四年内建10-20个国家级的制造业创新中心

工业革命是时下世界各地的热点,从之前美、德等国相继提出转型战略中可以看出,未来各国在工业领域的“大战”必不可少。甚至会上有嘉宾说,全球70%的创新资源都与制造业有关,创新成果的90%最终要通过制造业来实现。

而在现如今这样一场“信息和产业革命“爆发的背景下,我们可以明显感觉到一个趋势,那就是人们普遍愈发看重数据的重要性,很多制造业企业更把数据提升到了核心价值的地位。“不难理解,大数据是工业企业提质增效的必要手段,也是制造业实现向创新驱动转型、从制造向服务转型的关键支撑技术。”在中国工程院院士孙家广看来,在新工业革命的世界竞争中,工业大数据必将是各国信息技术企业竞争的焦点。要迎接新工业革命的挑战,必须发展工业大数据。

另外,除了工业大数据的世界大趋势以外,北京市存在的两个短板也是决定成立创新中心的源头之一。“一方面,尽管北京是全国的创新之都,但创新能力还是不够,仅占GDP比重的6%。大中型企业的研发投入占比不到1%;另一方面,类似电子信息产业、现代装备产业等,在整个京津冀地区没有形成良好的产业生态圈和完整的供应链。”

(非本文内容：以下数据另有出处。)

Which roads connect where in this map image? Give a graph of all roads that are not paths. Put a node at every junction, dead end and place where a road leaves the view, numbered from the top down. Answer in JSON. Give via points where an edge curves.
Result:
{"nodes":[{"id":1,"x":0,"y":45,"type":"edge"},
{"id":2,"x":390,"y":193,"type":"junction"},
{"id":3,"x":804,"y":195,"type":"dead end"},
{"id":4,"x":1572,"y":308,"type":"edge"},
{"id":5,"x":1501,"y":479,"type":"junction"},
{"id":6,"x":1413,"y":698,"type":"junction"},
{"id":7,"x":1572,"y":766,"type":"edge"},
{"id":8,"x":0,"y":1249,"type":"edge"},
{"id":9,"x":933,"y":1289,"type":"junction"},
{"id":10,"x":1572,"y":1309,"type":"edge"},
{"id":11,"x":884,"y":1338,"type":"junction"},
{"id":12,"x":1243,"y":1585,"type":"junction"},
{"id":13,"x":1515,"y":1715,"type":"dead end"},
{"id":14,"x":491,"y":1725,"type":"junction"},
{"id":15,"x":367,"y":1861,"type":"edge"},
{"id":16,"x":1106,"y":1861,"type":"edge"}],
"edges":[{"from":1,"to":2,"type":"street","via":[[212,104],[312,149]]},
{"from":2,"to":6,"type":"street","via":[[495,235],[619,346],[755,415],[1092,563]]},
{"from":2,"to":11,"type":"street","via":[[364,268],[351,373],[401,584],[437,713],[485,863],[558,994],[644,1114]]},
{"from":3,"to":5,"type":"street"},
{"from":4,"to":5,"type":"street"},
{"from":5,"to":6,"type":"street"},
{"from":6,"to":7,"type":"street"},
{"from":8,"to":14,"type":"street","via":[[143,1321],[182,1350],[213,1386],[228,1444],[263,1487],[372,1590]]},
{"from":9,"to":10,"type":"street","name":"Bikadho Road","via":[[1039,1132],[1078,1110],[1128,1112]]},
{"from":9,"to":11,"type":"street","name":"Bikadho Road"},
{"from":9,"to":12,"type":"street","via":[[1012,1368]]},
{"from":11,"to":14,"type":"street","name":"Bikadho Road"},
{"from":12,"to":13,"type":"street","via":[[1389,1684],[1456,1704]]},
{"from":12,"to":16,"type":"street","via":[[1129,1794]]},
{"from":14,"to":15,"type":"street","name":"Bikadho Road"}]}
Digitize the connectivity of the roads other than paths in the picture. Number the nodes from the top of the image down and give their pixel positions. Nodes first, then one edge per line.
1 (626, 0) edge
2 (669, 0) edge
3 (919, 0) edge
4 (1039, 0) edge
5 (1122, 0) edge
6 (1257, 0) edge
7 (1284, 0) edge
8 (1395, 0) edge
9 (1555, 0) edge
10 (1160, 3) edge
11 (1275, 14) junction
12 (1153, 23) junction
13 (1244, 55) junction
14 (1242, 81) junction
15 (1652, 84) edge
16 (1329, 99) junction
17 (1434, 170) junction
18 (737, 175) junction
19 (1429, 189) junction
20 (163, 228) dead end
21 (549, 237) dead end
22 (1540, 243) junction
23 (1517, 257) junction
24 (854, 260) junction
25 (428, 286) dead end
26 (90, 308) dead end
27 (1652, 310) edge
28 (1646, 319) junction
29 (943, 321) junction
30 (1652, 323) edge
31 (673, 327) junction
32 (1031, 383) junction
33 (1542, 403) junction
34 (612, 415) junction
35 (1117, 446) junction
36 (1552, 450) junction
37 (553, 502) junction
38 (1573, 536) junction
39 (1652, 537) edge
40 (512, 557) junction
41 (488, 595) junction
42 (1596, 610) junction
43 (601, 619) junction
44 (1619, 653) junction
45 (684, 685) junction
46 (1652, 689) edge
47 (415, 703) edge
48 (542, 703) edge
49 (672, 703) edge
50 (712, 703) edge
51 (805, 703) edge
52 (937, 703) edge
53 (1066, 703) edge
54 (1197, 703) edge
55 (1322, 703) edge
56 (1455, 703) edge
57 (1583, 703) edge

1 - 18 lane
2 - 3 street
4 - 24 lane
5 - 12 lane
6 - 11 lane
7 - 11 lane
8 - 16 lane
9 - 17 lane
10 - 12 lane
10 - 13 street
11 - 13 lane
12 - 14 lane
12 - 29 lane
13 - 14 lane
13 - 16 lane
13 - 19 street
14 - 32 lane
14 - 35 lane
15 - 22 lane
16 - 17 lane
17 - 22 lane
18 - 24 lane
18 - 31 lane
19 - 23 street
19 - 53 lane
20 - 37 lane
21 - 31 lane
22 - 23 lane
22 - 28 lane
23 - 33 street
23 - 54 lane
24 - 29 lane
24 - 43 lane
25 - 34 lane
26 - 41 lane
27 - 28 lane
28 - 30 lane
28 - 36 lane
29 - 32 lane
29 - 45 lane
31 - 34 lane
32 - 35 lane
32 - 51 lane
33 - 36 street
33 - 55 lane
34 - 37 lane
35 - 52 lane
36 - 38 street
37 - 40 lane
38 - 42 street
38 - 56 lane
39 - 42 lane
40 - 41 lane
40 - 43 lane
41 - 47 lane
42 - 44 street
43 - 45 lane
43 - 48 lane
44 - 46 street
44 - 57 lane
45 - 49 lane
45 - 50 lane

所以,“北京工业大数据创新中心”的成立,就是希望能够为国家输送一批能够成为国家级制造业创新中心的种子,将他们“保送”进国家队。到2020年,可以建设10-20个覆盖重点领域、模式先进、辐射面广,影响力大、有能力成为国家级的制造业创新中心,从而更好解决北京制造业行业的发展瓶颈。

一个系统软件加两个平台

北京工业大数据创新中心成立于今年的月份,由清华大学、昆仑智汇数据科技,与冶金自动化研究院、中国石油规划总院、金风科技、三一集团、雷沃重工等19家企业,科研所及高校联合组建。

据了解,中心建设将采用“中心+联盟+基金三驾马车”的建设形式,由中心负责工业大数据系统和应用技术的研发和产业化,由联盟负责促进工业大数据的技术突破与产业扩散、促进相关技术标准的制定和推广,由基金负责支持中心相关产业化企业发展、第三方创新项目孵化。

在创新中心具体建设内容方面,据介绍,主要包含了一个系统软件加两个平台,三个方面的建设:“云+端”工业大数据系统软件、行业大数据应用平台和工业大数据测评平台。

·云+端”工业大数据系统软件:针对工业企业应用大数据缺乏数据基础、海量数据管理成本高企、工业企业业务人员缺乏大数据技能等方面,降低工业企业应用大数据的成本和门槛。

 北京四年建10-20个工业大数据创新中心 迎接工业革命挑战

·行业大数据应用平台:创新中心初期将从八个具备较好数据基础的应用领域入手,随着创新中心的建设进程将不断引进新的行业。初始的八个应用平台为:电子制造行业大数据应用平台、农机和农业服务大数据应用平台、动力透平行业大数据应用平台、钢铁行业大数据平台、石油天然气工业大数据应用平台、工程装备智能制造服务平台、新能源装备和能源互联服务平台和生物制药工业大数据平台。

·工业大数据测评平台:工业大数据测评平台将提供工业大数据应用在建设中和建成后的测试服务,制定适合工业大数据测评规范和评价指标,归纳总结工业大数据测试技术和方法,搭建工业大数据测评环境,最终形成工业大数据测评服务能力,为工业大数据行业提供测评服务,推进工业大数据应用的快速发展。 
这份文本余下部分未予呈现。